#### EXERCISE INSTRUCTIONS:
Every line below that holds the string "Calle" should be copied.

#### SUPPLIED INFORMATION:
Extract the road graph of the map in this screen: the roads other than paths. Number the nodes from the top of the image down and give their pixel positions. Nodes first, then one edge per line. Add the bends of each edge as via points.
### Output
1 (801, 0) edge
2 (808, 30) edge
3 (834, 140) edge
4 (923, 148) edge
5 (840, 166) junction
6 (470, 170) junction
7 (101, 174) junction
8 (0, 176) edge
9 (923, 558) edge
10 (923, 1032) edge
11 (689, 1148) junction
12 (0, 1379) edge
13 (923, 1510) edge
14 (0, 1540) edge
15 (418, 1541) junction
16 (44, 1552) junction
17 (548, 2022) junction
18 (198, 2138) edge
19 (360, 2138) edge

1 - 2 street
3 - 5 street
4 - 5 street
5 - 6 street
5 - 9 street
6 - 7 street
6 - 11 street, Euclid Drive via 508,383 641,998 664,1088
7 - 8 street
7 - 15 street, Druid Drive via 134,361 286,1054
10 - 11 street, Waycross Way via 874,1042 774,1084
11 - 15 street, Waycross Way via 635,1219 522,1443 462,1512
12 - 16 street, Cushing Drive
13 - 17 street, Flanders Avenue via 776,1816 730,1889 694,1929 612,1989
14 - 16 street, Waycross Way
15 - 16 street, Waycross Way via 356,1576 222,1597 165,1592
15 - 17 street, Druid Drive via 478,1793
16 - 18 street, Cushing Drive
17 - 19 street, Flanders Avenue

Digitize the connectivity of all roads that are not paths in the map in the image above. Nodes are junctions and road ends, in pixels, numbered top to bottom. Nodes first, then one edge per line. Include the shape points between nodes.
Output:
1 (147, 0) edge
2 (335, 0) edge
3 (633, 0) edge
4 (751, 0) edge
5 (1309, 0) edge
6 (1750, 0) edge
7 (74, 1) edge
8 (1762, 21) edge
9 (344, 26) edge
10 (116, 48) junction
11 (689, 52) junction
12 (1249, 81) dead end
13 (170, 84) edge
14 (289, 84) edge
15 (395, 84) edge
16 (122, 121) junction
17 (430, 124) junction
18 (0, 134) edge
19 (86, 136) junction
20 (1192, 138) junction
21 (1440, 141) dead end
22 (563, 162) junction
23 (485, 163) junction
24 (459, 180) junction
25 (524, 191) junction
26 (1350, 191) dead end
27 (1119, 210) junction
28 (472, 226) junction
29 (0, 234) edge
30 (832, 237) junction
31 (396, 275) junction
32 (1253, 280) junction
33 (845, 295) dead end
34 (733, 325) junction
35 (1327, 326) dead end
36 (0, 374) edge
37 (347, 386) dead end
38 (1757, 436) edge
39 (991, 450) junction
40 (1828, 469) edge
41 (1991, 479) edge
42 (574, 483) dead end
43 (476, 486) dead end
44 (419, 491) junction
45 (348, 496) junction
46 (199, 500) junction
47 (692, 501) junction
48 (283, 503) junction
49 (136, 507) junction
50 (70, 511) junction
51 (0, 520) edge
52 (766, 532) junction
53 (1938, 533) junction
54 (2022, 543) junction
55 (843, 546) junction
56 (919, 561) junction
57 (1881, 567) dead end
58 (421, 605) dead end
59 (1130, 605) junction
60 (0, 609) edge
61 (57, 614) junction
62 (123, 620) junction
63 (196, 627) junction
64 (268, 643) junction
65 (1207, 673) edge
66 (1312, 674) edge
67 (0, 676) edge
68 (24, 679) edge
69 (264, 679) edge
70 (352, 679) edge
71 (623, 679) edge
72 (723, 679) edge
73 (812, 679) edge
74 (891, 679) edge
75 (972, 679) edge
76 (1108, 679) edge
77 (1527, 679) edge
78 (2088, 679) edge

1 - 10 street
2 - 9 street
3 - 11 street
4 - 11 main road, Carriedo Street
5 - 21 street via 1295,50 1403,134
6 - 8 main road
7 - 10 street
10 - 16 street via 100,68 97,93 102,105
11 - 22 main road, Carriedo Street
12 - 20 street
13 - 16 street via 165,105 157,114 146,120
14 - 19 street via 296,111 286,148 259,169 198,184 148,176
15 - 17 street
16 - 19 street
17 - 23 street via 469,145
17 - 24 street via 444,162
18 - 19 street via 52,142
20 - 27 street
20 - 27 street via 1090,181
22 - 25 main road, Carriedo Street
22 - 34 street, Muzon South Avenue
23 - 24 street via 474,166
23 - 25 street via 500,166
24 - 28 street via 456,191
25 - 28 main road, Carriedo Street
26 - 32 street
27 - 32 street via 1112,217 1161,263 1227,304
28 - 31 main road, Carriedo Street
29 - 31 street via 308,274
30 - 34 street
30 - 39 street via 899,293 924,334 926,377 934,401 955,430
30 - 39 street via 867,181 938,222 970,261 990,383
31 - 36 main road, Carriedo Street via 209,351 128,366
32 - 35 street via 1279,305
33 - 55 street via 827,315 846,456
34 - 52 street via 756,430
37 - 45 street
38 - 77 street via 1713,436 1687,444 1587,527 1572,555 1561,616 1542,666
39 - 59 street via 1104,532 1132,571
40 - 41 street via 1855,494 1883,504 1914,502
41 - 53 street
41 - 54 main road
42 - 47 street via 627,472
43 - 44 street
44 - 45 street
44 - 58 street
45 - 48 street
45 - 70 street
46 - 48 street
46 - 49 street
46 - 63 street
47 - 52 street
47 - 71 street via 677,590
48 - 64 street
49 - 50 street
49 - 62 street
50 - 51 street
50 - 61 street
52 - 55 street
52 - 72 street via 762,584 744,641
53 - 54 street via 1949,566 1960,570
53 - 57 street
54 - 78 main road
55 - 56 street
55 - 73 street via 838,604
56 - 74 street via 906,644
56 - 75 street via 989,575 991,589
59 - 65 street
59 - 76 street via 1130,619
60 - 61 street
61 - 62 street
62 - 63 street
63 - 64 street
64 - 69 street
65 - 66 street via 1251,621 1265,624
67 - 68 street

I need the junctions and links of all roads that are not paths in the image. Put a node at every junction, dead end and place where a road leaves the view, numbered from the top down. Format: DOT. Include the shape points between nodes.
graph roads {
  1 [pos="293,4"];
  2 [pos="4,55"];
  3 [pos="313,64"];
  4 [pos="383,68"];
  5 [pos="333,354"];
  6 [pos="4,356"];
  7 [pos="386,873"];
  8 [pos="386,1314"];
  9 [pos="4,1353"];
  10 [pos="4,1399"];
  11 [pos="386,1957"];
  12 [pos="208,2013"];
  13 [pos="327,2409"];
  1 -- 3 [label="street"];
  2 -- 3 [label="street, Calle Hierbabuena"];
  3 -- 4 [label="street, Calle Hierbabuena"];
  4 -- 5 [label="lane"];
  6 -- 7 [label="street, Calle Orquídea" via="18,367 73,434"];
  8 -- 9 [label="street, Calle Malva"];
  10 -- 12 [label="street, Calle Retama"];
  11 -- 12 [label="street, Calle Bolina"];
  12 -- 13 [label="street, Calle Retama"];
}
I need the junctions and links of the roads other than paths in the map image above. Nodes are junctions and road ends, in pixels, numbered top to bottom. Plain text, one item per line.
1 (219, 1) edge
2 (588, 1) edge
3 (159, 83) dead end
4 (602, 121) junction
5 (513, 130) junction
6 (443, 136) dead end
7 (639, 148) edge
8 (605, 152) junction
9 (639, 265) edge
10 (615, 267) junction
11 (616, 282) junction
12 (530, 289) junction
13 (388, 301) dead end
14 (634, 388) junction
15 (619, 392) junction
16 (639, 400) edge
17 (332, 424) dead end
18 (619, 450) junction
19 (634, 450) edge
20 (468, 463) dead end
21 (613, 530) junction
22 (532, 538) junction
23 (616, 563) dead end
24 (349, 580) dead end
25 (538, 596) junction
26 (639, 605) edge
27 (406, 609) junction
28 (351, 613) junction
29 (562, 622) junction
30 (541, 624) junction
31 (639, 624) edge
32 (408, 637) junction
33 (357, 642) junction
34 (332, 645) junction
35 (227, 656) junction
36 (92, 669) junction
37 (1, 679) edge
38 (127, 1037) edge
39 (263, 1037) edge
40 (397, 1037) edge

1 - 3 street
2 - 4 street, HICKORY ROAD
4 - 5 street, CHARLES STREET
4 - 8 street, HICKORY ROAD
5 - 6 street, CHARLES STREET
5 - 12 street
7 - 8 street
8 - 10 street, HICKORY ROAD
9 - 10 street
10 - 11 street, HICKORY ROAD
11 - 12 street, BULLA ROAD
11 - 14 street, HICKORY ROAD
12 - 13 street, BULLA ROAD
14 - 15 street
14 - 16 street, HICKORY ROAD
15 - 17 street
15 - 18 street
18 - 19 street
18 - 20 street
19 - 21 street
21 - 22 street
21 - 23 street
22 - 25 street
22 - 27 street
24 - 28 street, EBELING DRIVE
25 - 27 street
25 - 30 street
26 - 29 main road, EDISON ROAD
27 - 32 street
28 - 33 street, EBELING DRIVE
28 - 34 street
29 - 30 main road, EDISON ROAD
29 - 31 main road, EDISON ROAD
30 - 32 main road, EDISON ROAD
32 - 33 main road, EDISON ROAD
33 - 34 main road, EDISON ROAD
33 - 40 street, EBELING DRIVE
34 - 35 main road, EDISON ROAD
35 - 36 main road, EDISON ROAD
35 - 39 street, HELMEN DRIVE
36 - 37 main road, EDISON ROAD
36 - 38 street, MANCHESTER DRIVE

#### WRITTEN ANSWER:
  2 -- 3 [label="street, Calle Hierbabuena"];
  3 -- 4 [label="street, Calle Hierbabuena"];
  6 -- 7 [label="street, Calle Orquídea" via="18,367 73,434"];
  8 -- 9 [label="street, Calle Malva"];
  10 -- 12 [label="street, Calle Retama"];
  11 -- 12 [label="street, Calle Bolina"];
  12 -- 13 [label="street, Calle Retama"];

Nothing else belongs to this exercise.